Lorenzo Cremonesi, Corriere della sera 11/5/2009, 11 maggio 2009
E I PROFUGHI DALLA VALLE TALEBANA ABBANDONANO LE CASE E IL RACCOLTO
MARDAN – Sono arrampicati a grappoli sui cassoni dei camion colorati. Le auto hanno i portapacchi sul tetto carichi all’inverosimile di valigione tenute assieme da corde di canapa, e poi coperte, secchi, pentole, e materassi, soprattutto materassi per i bivacchi dei prossimi giorni. All’interno degli abitacoli, le donne si coprono il viso non appena uno straniero le fissa. E dovunque sono stipati bambini, accaldati, piangenti, che saltano sulle ginocchia degli autisti che lasciano fare, stanchi per le lunghe ore di tensione segnate dalla paura dei bombardamenti, stremati dalle attese ai posti di blocco.

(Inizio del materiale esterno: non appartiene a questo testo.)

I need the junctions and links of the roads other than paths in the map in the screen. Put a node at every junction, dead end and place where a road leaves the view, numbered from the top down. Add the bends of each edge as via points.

Si distinguono immediatamente i veicoli dei profughi in fuga da Swat, Dir, Buner e le altre regioni dove da cinque giorni l’esercito pachistano ha lanciato contro i talebani quella che il presidente Asif Ali Zardari ieri è tornato a definire la «battaglia decisiva per la sopravvivenza del nostro Paese». Ieri per tutta la giornata hanno lentamente sfilato verso sud, con il caldo che nelle ore centrali già supera i 35 gradi, fra i lanci di bottiglie d’acqua, biscotti e pacchetti di patatine da parte dei giovani volontari delle organizzazioni caritative islamiche locali.

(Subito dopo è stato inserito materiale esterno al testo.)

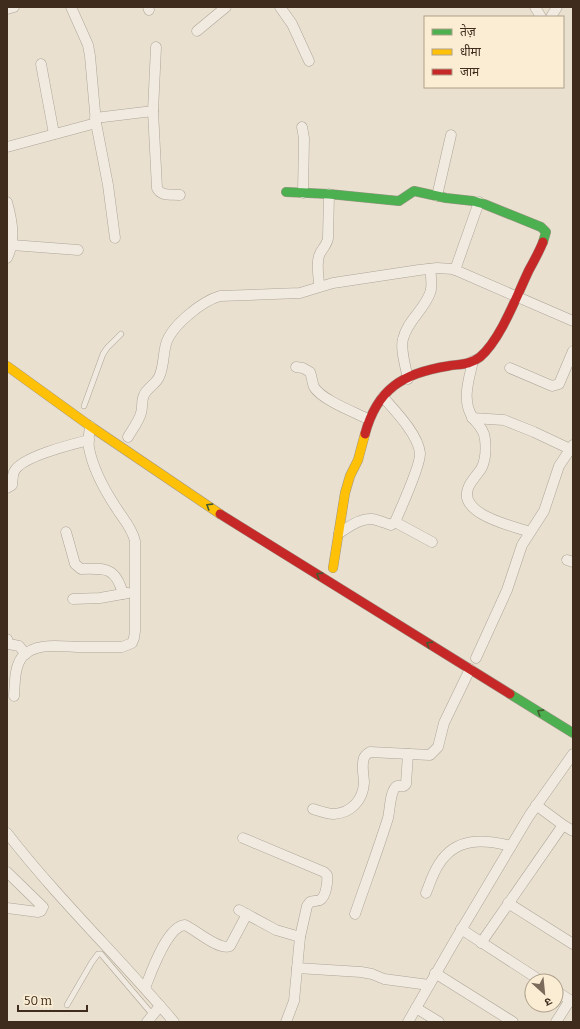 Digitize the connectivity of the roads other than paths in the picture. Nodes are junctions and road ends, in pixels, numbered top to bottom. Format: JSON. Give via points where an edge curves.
{"nodes":[{"id":1,"x":14,"y":7,"type":"edge"},
{"id":2,"x":71,"y":7,"type":"edge"},
{"id":3,"x":226,"y":7,"type":"edge"},
{"id":4,"x":280,"y":7,"type":"edge"},
{"id":5,"x":535,"y":7,"type":"edge"},
{"id":6,"x":557,"y":7,"type":"edge"},
{"id":7,"x":7,"y":9,"type":"edge"},
{"id":8,"x":540,"y":16,"type":"edge"},
{"id":9,"x":552,"y":16,"type":"edge"},
{"id":10,"x":197,"y":31,"type":"dead end"},
{"id":11,"x":156,"y":47,"type":"dead end"},
{"id":12,"x":309,"y":62,"type":"dead end"},
{"id":13,"x":41,"y":64,"type":"dead end"},
{"id":14,"x":153,"y":111,"type":"junction"},
{"id":15,"x":96,"y":120,"type":"junction"},
{"id":16,"x":302,"y":126,"type":"dead end"},
{"id":17,"x":54,"y":134,"type":"junction"},
{"id":18,"x":451,"y":135,"type":"dead end"},
{"id":19,"x":7,"y":147,"type":"edge"},
{"id":20,"x":286,"y":192,"type":"dead end"},
{"id":21,"x":180,"y":194,"type":"dead end"},
{"id":22,"x":303,"y":194,"type":"junction"},
{"id":23,"x":329,"y":194,"type":"junction"},
{"id":24,"x":437,"y":196,"type":"junction"},
{"id":25,"x":7,"y":202,"type":"edge"},
{"id":26,"x":479,"y":202,"type":"junction"},
{"id":27,"x":115,"y":238,"type":"dead end"},
{"id":28,"x":12,"y":245,"type":"junction"},
{"id":29,"x":78,"y":250,"type":"dead end"},
{"id":30,"x":7,"y":258,"type":"edge"},
{"id":31,"x":430,"y":268,"type":"junction"},
{"id":32,"x":455,"y":270,"type":"junction"},
{"id":33,"x":319,"y":286,"type":"junction"},
{"id":34,"x":517,"y":296,"type":"junction"},
{"id":35,"x":573,"y":321,"type":"edge"},
{"id":36,"x":121,"y":334,"type":"dead end"},
{"id":37,"x":573,"y":352,"type":"edge"},
{"id":38,"x":473,"y":361,"type":"junction"},
{"id":39,"x":7,"y":366,"type":"edge"},
{"id":40,"x":296,"y":367,"type":"dead end"},
{"id":41,"x":510,"y":368,"type":"dead end"},
{"id":42,"x":408,"y":379,"type":"junction"},
{"id":43,"x":383,"y":397,"type":"junction"},
{"id":44,"x":84,"y":406,"type":"dead end"},
{"id":45,"x":472,"y":418,"type":"junction"},
{"id":46,"x":368,"y":419,"type":"junction"},
{"id":47,"x":90,"y":426,"type":"junction"},
{"id":48,"x":128,"y":437,"type":"dead end"},
{"id":49,"x":89,"y":440,"type":"junction"},
{"id":50,"x":571,"y":447,"type":"edge"},
{"id":51,"x":7,"y":488,"type":"edge"},
{"id":52,"x":396,"y":522,"type":"junction"},
{"id":53,"x":66,"y":532,"type":"dead end"},
{"id":54,"x":339,"y":532,"type":"junction"},
{"id":55,"x":530,"y":532,"type":"junction"},
{"id":56,"x":432,"y":542,"type":"dead end"},
{"id":57,"x":333,"y":568,"type":"dead end"},
{"id":58,"x":134,"y":592,"type":"junction"},
{"id":59,"x":123,"y":594,"type":"junction"},
{"id":60,"x":73,"y":599,"type":"dead end"},
{"id":61,"x":8,"y":643,"type":"edge"},
{"id":62,"x":26,"y":654,"type":"junction"},
{"id":63,"x":476,"y":658,"type":"dead end"},
{"id":64,"x":470,"y":669,"type":"junction"},
{"id":65,"x":14,"y":696,"type":"dead end"},
{"id":66,"x":573,"y":733,"type":"edge"},
{"id":67,"x":408,"y":754,"type":"junction"},
{"id":68,"x":573,"y":754,"type":"edge"},
{"id":69,"x":536,"y":805,"type":"junction"},
{"id":70,"x":313,"y":809,"type":"dead end"},
{"id":71,"x":563,"y":825,"type":"junction"},
{"id":72,"x":573,"y":831,"type":"edge"},
{"id":73,"x":7,"y":832,"type":"edge"},
{"id":74,"x":243,"y":838,"type":"dead end"},
{"id":75,"x":510,"y":846,"type":"junction"},
{"id":76,"x":7,"y":872,"type":"edge"},
{"id":77,"x":426,"y":893,"type":"dead end"},
{"id":78,"x":508,"y":903,"type":"junction"},
{"id":79,"x":7,"y":908,"type":"edge"},
{"id":80,"x":355,"y":914,"type":"dead end"},
{"id":81,"x":461,"y":929,"type":"junction"},
{"id":82,"x":300,"y":937,"type":"junction"},
{"id":83,"x":481,"y":943,"type":"junction"},
{"id":84,"x":573,"y":944,"type":"edge"},
{"id":85,"x":298,"y":968,"type":"junction"},
{"id":86,"x":435,"y":973,"type":"junction"},
{"id":87,"x":528,"y":973,"type":"edge"},
{"id":88,"x":429,"y":985,"type":"junction"},
{"id":89,"x":145,"y":988,"type":"junction"},
{"id":90,"x":572,"y":1001,"type":"edge"},
{"id":91,"x":67,"y":1005,"type":"dead end"},
{"id":92,"x":160,"y":1006,"type":"junction"},
{"id":93,"x":416,"y":1008,"type":"junction"},
{"id":94,"x":150,"y":1018,"type":"edge"},
{"id":95,"x":174,"y":1022,"type":"edge"},
{"id":96,"x":286,"y":1022,"type":"edge"},
{"id":97,"x":408,"y":1022,"type":"edge"},
{"id":98,"x":439,"y":1022,"type":"edge"},
{"id":99,"x":513,"y":1022,"type":"edge"},
{"id":100,"x":556,"y":1022,"type":"edge"}],
"edges":[{"from":1,"to":7,"type":"street"},
{"from":2,"to":15,"type":"street","via":[[88,45]]},
{"from":3,"to":10,"type":"street"},
{"from":4,"to":12,"type":"street","via":[[292,24]]},
{"from":5,"to":8,"type":"street"},
{"from":6,"to":9,"type":"street"},
{"from":11,"to":14,"type":"street"},
{"from":13,"to":17,"type":"street"},
{"from":14,"to":15,"type":"street"},
{"from":14,"to":21,"type":"street","via":[[159,192]]},
{"from":15,"to":17,"type":"street"},
{"from":15,"to":27,"type":"street"},
{"from":16,"to":22,"type":"street"},
{"from":17,"to":19,"type":"street"},
{"from":18,"to":24,"type":"street"},
{"from":20,"to":22,"type":"main road"},
{"from":22,"to":23,"type":"main road"},
{"from":23,"to":24,"type":"main road","via":[[393,201],[414,192]]},
{"from":23,"to":33,"type":"street","via":[[328,243],[319,255]]},
{"from":24,"to":26,"type":"main road"},
{"from":25,"to":28,"type":"street","via":[[13,235]]},
{"from":26,"to":32,"type":"street"},
{"from":26,"to":34,"type":"main road","via":[[541,227],[546,232]]},
{"from":28,"to":29,"type":"street"},
{"from":28,"to":30,"type":"street"},
{"from":31,"to":32,"type":"street"},
{"from":31,"to":33,"type":"street"},
{"from":31,"to":42,"type":"street","via":[[430,294],[403,338],[402,347]]},
{"from":32,"to":34,"type":"street"},
{"from":33,"to":48,"type":"street","via":[[300,293],[220,296],[212,298],[198,308],[170,335],[160,376],[145,393],[141,413]]},
{"from":34,"to":35,"type":"street"},
{"from":34,"to":38,"type":"main road","via":[[485,351]]},
{"from":36,"to":44,"type":"lane","via":[[103,354]]},
{"from":37,"to":41,"type":"street","via":[[559,384],[555,386]]},
{"from":38,"to":42,"type":"main road","via":[[442,367]]},
{"from":38,"to":45,"type":"street","via":[[467,391]]},
{"from":39,"to":47,"type":"main road"},
{"from":40,"to":46,"type":"street","via":[[310,372],[317,391],[334,403]]},
{"from":42,"to":43,"type":"main road","via":[[399,383]]},
{"from":43,"to":46,"type":"main road"},
{"from":43,"to":52,"type":"street","via":[[406,425],[420,453]]},
{"from":45,"to":50,"type":"street","via":[[504,420]]},
{"from":45,"to":55,"type":"street","via":[[484,432],[485,453],[481,468],[467,491],[470,505],[479,513]]},
{"from":46,"to":54,"type":"main road","via":[[358,460],[348,481]]},
{"from":47,"to":49,"type":"street"},
{"from":64,"to":47,"type":"main road","one_way":true,"via":[[205,504]]},
{"from":49,"to":51,"type":"street","via":[[54,449],[20,465],[14,471],[12,485]]},
{"from":49,"to":58,"type":"street","via":[[98,473],[117,510],[133,533]]},
{"from":50,"to":55,"type":"street","via":[[557,472],[544,511]]},
{"from":52,"to":54,"type":"street","via":[[391,525],[366,519]]},
{"from":52,"to":56,"type":"street"},
{"from":53,"to":59,"type":"street","via":[[78,567],[105,569],[117,578]]},
{"from":54,"to":57,"type":"main road"},
{"from":55,"to":63,"type":"street","via":[[522,545],[507,590]]},
{"from":58,"to":59,"type":"street"},
{"from":58,"to":62,"type":"street","via":[[136,631],[132,643],[122,647],[52,646],[38,648]]},
{"from":59,"to":60,"type":"street"},
{"from":61,"to":62,"type":"street","via":[[19,646]]},
{"from":62,"to":65,"type":"street","via":[[21,658],[17,668]]},
{"from":66,"to":64,"type":"main road","one_way":true},
{"from":64,"to":67,"type":"street","via":[[444,723],[438,747],[430,755]]},
{"from":67,"to":70,"type":"street","via":[[366,754],[363,761],[364,785],[354,807],[346,812],[333,814]]},
{"from":67,"to":80,"type":"street","via":[[406,784],[397,786],[392,791],[386,824]]},
{"from":68,"to":69,"type":"street"},
{"from":69,"to":71,"type":"street"},
{"from":69,"to":75,"type":"street"},
{"from":71,"to":72,"type":"street"},
{"from":71,"to":78,"type":"street"},
{"from":73,"to":89,"type":"street","via":[[30,862]]},
{"from":74,"to":82,"type":"street","via":[[327,875],[323,897],[310,902],[307,906]]},
{"from":75,"to":77,"type":"street","via":[[493,842],[468,842],[460,845],[439,864]]},
{"from":75,"to":81,"type":"street"},
{"from":76,"to":79,"type":"street","via":[[43,907],[38,912]]},
{"from":78,"to":83,"type":"street"},
{"from":78,"to":84,"type":"street"},
{"from":81,"to":83,"type":"street"},
{"from":81,"to":86,"type":"street"},
{"from":82,"to":85,"type":"street"},
{"from":82,"to":89,"type":"street","via":[[276,930],[243,912],[230,946],[227,947],[220,947],[185,925],[179,926],[160,951]]},
{"from":83,"to":87,"type":"street"},
{"from":85,"to":88,"type":"street","via":[[361,972],[384,979]]},
{"from":85,"to":96,"type":"street","via":[[294,1001]]},
{"from":86,"to":88,"type":"street"},
{"from":86,"to":99,"type":"street"},
{"from":88,"to":93,"type":"street"},
{"from":89,"to":92,"type":"street"},
{"from":90,"to":100,"type":"street"},
{"from":91,"to":94,"type":"lane","via":[[92,962],[101,954]]},
{"from":92,"to":94,"type":"street"},
{"from":92,"to":95,"type":"street"},
{"from":93,"to":97,"type":"street"},
{"from":93,"to":98,"type":"street"}]}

Centinaia e centinaia di veicoli di ogni genere. Colorati, pulsanti di vita nel loro carico di umanità dolente e impaurita. Secondo le autorità, da qui solo nelle ultime 24 ore sono transitati in oltre 100.000. L’Onu parla già di oltre mezzo milione di profughi. Ma i media locali riportano il doppio della cifra. E sottolineano: «Chi può, la maggioranza evita i campi di tende, si rifugia da parenti e amici verso Islamabad e Lahore, sino a Karachi». Passata Peshawar, solo due ore di viaggio sulla nuova autostrada da Islamabad, in circa un’ora si arriva a Mardan. Da qui l’accesso per la vallata di Swat è a meno di 50 chilometri. Ma il primo posto di blocco dell’esercito si trova soltanto una decina di chilometri più avanti. Di qua verso nord possono transitare unicamente le truppe impegnate nell’offensiva. Ed è qui che vengono accolti i profughi per la prima assistenza. Il luogo si chiama «Jalala Camp». Ieri mattina vi erano state montate 200 tende (ognuna in grado di ospitare almeno 10 persone) dell’Onu oltre ad alcune decine delle organizzazioni pachistane.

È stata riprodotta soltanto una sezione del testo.